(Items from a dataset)
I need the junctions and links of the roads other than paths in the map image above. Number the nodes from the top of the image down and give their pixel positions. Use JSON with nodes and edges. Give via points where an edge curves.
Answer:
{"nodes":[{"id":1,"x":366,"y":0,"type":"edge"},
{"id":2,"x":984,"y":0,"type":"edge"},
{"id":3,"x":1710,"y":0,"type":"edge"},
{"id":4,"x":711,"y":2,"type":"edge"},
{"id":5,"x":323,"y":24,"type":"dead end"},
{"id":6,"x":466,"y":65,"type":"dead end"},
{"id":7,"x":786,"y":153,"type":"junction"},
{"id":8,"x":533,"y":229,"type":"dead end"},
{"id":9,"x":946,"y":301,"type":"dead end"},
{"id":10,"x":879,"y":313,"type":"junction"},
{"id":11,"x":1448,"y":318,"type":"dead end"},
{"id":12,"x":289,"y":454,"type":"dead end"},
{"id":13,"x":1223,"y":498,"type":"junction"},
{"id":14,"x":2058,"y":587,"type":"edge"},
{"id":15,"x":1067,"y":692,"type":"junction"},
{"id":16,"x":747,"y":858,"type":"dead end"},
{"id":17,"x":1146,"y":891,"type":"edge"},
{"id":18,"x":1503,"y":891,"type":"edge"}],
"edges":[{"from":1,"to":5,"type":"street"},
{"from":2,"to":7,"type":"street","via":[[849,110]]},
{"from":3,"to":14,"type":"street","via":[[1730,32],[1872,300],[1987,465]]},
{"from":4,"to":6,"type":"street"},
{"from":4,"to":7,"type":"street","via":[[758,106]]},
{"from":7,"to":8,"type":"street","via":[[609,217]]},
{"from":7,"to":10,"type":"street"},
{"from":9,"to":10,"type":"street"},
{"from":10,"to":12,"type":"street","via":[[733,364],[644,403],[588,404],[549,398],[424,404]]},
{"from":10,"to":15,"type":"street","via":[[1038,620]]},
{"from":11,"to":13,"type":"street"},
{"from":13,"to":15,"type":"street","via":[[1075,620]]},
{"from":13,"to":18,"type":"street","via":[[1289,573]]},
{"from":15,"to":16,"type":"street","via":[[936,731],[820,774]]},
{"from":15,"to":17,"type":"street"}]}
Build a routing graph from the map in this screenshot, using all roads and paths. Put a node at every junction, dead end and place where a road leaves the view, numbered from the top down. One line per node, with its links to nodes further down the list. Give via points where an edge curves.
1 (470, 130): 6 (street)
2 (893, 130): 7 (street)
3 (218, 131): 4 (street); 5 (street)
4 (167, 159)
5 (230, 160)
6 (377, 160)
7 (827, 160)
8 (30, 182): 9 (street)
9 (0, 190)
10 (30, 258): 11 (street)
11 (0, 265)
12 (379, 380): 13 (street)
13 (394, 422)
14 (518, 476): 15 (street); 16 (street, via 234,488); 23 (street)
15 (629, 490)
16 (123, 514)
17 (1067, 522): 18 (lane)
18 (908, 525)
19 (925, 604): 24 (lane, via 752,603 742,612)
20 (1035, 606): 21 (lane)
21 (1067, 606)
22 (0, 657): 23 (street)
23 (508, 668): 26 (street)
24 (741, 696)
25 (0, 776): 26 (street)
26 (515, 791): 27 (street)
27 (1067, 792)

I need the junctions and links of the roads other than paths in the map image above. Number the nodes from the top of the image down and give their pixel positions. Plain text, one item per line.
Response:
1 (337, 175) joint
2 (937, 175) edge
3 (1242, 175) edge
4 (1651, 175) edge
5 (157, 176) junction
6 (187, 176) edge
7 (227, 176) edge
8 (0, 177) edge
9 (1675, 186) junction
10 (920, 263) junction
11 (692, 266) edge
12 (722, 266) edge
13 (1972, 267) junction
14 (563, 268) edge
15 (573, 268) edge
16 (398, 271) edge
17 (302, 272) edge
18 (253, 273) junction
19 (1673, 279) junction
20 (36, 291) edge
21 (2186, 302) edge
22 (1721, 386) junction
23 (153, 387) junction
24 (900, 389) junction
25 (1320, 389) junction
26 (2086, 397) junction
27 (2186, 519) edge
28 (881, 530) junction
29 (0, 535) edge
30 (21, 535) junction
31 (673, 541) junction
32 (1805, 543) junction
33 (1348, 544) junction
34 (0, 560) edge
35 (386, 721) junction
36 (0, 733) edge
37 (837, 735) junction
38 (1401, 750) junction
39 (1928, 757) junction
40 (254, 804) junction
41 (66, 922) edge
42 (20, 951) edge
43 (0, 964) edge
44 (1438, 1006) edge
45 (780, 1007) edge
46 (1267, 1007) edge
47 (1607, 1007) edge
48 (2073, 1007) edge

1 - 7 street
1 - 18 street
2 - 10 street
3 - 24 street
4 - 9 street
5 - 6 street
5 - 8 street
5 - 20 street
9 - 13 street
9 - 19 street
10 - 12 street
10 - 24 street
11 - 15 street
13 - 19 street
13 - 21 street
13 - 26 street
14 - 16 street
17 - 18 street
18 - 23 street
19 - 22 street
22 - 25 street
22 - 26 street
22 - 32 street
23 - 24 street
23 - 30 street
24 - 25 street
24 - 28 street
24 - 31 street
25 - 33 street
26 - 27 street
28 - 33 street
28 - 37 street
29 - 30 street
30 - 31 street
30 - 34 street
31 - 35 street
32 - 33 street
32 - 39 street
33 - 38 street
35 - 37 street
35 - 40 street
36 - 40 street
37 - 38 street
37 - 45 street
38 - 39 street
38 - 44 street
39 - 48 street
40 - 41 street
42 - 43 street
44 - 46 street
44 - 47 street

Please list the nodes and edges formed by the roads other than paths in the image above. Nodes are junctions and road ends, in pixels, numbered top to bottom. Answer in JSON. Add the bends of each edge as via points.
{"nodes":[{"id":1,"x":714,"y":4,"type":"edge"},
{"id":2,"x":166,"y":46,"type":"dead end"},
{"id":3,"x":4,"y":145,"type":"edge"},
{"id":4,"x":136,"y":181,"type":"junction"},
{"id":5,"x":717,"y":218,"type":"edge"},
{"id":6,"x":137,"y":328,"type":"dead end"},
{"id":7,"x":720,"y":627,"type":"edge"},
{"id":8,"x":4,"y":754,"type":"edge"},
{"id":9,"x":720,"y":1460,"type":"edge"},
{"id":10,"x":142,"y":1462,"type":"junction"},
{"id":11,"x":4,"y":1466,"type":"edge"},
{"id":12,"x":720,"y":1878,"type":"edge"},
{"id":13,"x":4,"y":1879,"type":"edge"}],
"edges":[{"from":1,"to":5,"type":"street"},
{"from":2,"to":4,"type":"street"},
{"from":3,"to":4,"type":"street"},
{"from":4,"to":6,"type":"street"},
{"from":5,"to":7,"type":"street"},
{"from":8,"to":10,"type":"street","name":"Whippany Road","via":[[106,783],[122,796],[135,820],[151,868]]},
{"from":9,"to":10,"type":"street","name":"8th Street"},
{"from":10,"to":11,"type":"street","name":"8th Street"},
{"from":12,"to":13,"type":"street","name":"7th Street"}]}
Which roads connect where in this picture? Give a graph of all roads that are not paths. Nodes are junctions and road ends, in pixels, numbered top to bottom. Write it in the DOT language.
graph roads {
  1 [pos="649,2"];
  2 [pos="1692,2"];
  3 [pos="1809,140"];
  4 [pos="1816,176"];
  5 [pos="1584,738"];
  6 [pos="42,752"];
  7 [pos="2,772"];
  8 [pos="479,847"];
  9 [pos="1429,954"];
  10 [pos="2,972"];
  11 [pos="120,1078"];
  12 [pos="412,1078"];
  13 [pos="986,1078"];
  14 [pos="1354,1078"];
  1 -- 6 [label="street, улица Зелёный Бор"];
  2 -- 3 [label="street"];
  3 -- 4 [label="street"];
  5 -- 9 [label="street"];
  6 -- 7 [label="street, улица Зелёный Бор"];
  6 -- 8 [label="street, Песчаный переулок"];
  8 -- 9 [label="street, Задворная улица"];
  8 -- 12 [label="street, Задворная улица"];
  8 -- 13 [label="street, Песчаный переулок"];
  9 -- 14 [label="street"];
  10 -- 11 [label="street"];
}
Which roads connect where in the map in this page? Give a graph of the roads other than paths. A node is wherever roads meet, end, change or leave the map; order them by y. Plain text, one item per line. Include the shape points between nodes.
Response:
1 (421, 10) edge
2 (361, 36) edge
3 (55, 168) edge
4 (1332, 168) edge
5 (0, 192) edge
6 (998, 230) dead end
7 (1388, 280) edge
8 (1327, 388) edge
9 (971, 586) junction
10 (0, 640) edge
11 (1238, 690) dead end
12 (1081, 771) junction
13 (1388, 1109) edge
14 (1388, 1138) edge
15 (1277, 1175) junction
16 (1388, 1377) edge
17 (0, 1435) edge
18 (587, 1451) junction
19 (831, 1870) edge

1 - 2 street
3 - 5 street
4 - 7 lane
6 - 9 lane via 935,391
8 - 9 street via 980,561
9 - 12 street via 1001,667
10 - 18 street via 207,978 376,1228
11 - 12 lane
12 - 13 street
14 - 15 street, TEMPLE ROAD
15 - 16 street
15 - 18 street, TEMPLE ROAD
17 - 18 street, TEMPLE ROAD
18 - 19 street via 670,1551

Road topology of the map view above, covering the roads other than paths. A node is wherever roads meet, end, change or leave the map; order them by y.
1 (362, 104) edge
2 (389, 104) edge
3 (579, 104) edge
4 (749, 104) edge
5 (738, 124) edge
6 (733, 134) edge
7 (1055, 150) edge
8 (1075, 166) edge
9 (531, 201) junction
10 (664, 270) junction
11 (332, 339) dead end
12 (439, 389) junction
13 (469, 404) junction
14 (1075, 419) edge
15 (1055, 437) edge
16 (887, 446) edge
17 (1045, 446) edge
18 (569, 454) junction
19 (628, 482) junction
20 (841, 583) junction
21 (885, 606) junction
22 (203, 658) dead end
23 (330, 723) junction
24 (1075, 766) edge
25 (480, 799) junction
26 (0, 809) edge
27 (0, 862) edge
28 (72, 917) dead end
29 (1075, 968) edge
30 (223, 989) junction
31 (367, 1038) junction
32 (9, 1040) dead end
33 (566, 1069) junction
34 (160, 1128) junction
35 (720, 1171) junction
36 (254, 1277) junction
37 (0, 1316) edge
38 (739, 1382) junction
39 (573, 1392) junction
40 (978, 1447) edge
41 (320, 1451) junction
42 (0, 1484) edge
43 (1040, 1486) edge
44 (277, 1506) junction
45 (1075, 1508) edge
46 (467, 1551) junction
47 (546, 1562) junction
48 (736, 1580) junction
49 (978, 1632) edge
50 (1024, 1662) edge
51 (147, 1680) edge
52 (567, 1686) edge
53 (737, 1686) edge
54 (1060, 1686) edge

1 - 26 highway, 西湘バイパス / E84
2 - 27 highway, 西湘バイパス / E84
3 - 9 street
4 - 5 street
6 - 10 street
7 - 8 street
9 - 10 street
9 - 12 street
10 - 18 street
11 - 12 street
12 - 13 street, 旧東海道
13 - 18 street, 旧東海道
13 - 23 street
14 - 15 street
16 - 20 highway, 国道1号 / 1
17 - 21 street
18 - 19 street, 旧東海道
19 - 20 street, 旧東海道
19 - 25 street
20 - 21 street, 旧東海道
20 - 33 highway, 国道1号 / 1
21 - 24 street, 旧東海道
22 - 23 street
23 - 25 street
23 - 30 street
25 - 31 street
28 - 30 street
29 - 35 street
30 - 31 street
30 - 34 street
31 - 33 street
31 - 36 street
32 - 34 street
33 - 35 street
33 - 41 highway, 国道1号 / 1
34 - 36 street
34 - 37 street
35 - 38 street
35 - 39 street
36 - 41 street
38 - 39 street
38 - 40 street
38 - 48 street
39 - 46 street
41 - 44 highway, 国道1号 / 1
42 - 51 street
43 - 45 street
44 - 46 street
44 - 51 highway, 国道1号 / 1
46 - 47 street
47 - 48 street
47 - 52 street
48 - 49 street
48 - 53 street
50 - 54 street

> [DIRECTIONS FOR THIS TASK]: Look above for the line containing "Build a routing" and the line containing "positions. Plain text, one item per line.". Transcribe both, with the lines between them, exactly.

> [ANSWER SECTION]:
Build a routing graph from the map in this screenshot, using all roads and paths. Put a node at every junction, dead end and place where a road leaves the view, numbered from the top down. One line per node, with its links to nodes further down the list. Give via points where an edge curves.
1 (470, 130): 6 (street)
2 (893, 130): 7 (street)
3 (218, 131): 4 (street); 5 (street)
4 (167, 159)
5 (230, 160)
6 (377, 160)
7 (827, 160)
8 (30, 182): 9 (street)
9 (0, 190)
10 (30, 258): 11 (street)
11 (0, 265)
12 (379, 380): 13 (street)
13 (394, 422)
14 (518, 476): 15 (street); 16 (street, via 234,488); 23 (street)
15 (629, 490)
16 (123, 514)
17 (1067, 522): 18 (lane)
18 (908, 525)
19 (925, 604): 24 (lane, via 752,603 742,612)
20 (1035, 606): 21 (lane)
21 (1067, 606)
22 (0, 657): 23 (street)
23 (508, 668): 26 (street)
24 (741, 696)
25 (0, 776): 26 (street)
26 (515, 791): 27 (street)
27 (1067, 792)

I need the junctions and links of the roads other than paths in the map image above. Number the nodes from the top of the image down and give their pixel positions. Plain text, one item per line.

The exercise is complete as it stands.